#### PROVIDED DATA
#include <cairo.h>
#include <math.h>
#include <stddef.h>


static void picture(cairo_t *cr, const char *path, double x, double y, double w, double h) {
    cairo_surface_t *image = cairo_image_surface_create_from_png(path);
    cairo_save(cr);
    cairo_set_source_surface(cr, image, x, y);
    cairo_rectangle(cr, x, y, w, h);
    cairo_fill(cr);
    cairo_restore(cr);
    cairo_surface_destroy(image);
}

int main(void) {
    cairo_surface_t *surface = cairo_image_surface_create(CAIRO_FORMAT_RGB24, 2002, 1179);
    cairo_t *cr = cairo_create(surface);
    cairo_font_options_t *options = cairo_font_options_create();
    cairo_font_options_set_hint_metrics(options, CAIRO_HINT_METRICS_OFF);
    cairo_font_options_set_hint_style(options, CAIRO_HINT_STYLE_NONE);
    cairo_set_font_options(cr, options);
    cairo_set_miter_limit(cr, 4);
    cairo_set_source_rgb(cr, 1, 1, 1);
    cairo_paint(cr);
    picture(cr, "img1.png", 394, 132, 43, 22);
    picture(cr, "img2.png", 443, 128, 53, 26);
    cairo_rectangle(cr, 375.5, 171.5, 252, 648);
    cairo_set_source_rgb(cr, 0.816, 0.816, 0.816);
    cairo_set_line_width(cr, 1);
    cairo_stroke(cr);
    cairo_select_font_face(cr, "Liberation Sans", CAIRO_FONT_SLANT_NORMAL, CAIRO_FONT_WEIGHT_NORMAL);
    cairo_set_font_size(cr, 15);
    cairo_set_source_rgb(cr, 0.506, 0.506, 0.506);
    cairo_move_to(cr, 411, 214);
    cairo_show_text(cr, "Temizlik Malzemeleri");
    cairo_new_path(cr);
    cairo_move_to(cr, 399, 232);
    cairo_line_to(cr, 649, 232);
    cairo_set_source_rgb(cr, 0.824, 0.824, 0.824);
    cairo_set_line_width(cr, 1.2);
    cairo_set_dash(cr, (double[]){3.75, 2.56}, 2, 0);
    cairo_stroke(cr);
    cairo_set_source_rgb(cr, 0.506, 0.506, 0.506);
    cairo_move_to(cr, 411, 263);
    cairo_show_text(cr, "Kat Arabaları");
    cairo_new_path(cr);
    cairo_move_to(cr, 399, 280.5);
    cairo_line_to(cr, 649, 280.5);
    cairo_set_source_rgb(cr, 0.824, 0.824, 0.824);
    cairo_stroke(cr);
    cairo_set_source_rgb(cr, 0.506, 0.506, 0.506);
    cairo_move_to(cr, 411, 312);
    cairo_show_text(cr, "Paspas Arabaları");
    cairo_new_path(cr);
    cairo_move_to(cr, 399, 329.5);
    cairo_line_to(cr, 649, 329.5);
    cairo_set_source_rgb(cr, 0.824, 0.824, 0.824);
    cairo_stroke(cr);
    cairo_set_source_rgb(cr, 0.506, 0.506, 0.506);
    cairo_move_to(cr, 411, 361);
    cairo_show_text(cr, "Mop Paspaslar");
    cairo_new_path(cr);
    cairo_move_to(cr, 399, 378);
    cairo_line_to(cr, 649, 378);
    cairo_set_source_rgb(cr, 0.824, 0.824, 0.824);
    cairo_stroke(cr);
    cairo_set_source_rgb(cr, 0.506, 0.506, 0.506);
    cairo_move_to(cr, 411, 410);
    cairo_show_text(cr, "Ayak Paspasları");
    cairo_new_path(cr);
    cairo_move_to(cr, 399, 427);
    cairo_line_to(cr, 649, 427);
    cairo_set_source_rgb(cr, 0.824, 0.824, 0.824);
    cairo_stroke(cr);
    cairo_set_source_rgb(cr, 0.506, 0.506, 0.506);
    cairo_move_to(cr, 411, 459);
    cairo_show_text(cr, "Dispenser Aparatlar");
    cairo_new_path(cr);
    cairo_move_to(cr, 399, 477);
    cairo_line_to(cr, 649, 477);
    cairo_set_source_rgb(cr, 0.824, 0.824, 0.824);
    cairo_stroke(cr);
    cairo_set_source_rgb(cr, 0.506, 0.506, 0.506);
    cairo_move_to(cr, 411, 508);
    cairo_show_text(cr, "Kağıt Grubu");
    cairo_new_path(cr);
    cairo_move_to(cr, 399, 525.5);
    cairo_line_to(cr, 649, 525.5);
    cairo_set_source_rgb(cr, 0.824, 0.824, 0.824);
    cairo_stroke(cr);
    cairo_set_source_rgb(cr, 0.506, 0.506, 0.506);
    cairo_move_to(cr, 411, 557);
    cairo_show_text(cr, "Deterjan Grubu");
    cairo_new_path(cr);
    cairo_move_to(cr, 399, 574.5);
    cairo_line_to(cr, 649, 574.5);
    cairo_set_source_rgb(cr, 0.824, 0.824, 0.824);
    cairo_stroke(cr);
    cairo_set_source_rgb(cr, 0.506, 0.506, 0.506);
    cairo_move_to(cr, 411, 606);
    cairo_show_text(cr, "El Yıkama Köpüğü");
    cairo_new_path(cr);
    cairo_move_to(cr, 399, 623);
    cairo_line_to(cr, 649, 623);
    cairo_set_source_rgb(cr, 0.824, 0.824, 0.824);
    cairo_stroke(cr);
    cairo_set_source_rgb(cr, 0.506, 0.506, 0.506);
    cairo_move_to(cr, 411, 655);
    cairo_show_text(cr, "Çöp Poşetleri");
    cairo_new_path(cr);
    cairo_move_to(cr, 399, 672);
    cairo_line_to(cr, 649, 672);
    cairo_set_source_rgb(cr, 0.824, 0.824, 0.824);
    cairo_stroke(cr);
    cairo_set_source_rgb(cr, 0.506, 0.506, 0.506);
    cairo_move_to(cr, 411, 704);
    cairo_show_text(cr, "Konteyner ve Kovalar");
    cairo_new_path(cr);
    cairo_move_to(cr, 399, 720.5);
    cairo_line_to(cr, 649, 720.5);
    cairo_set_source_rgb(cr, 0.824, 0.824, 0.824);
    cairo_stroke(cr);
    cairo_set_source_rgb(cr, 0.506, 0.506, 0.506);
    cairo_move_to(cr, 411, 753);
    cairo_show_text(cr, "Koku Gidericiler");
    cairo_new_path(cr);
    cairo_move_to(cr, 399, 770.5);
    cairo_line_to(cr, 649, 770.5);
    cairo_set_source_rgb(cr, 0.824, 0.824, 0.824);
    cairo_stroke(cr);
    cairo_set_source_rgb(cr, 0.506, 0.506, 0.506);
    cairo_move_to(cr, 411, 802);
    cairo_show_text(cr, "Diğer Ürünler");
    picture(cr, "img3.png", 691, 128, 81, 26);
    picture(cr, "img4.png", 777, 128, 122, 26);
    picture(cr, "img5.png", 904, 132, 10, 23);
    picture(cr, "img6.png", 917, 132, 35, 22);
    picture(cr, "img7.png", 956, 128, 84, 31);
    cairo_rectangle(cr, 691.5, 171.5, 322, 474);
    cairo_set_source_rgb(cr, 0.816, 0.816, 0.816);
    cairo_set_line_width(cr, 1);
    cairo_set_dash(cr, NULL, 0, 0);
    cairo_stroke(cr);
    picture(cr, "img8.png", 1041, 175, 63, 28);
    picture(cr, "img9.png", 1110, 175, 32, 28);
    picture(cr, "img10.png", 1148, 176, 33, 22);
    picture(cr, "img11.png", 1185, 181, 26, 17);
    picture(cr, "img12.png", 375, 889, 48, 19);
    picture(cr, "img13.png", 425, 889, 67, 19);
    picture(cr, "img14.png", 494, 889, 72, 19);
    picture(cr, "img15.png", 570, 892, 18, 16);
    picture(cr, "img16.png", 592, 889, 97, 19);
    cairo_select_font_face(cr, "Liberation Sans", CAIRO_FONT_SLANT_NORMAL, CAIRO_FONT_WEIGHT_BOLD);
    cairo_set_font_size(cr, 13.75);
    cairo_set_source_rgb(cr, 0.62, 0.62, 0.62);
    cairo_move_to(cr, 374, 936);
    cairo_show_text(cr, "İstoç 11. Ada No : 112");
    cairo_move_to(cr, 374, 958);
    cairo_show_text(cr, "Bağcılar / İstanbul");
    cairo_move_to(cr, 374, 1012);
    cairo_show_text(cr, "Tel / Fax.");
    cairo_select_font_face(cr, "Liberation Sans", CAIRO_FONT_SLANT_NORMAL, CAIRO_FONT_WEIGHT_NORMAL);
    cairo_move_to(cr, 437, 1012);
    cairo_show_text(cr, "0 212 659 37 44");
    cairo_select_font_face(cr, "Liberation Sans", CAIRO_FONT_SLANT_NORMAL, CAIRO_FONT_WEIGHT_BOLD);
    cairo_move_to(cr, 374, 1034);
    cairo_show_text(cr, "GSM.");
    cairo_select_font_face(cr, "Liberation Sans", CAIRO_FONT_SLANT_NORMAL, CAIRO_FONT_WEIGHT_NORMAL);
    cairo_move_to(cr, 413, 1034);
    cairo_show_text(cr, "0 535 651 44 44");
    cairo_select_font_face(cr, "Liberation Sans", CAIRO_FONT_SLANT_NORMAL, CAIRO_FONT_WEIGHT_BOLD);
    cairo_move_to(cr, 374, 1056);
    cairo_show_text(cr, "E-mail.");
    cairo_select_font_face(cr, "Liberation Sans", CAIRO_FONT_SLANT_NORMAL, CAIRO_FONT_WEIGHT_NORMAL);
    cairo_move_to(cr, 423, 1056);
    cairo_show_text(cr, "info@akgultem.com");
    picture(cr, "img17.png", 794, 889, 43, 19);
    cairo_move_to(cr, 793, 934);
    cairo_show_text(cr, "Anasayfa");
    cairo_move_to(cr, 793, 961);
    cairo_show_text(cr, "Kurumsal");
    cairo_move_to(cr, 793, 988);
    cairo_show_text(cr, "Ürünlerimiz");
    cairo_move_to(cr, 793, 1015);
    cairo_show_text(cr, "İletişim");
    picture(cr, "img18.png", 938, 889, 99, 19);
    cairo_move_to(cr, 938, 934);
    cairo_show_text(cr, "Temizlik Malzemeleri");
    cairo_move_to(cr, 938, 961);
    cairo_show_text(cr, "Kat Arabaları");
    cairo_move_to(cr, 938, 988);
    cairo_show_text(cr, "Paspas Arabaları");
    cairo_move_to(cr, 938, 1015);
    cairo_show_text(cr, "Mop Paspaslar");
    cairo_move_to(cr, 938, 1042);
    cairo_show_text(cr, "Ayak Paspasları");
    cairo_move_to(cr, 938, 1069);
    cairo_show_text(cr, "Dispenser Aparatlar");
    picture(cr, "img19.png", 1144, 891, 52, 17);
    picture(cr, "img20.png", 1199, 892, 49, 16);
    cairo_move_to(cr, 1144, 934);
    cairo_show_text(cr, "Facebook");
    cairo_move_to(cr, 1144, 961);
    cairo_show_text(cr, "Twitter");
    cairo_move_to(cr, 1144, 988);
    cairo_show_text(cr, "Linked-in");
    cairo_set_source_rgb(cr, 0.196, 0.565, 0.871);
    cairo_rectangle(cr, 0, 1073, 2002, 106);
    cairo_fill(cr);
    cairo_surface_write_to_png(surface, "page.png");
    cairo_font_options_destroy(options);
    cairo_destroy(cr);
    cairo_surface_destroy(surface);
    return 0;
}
########
# WORK TO COMPLETE
Transcribe the lines from the first line of the records through the line that contains "cairo_restore(cr);", both included, and add nothing else.

# SOLUTION BELOW
#include <cairo.h>
#include <math.h>
#include <stddef.h>


static void picture(cairo_t *cr, const char *path, double x, double y, double w, double h) {
    cairo_surface_t *image = cairo_image_surface_create_from_png(path);
    cairo_save(cr);
    cairo_set_source_surface(cr, image, x, y);
    cairo_rectangle(cr, x, y, w, h);
    cairo_fill(cr);
    cairo_restore(cr);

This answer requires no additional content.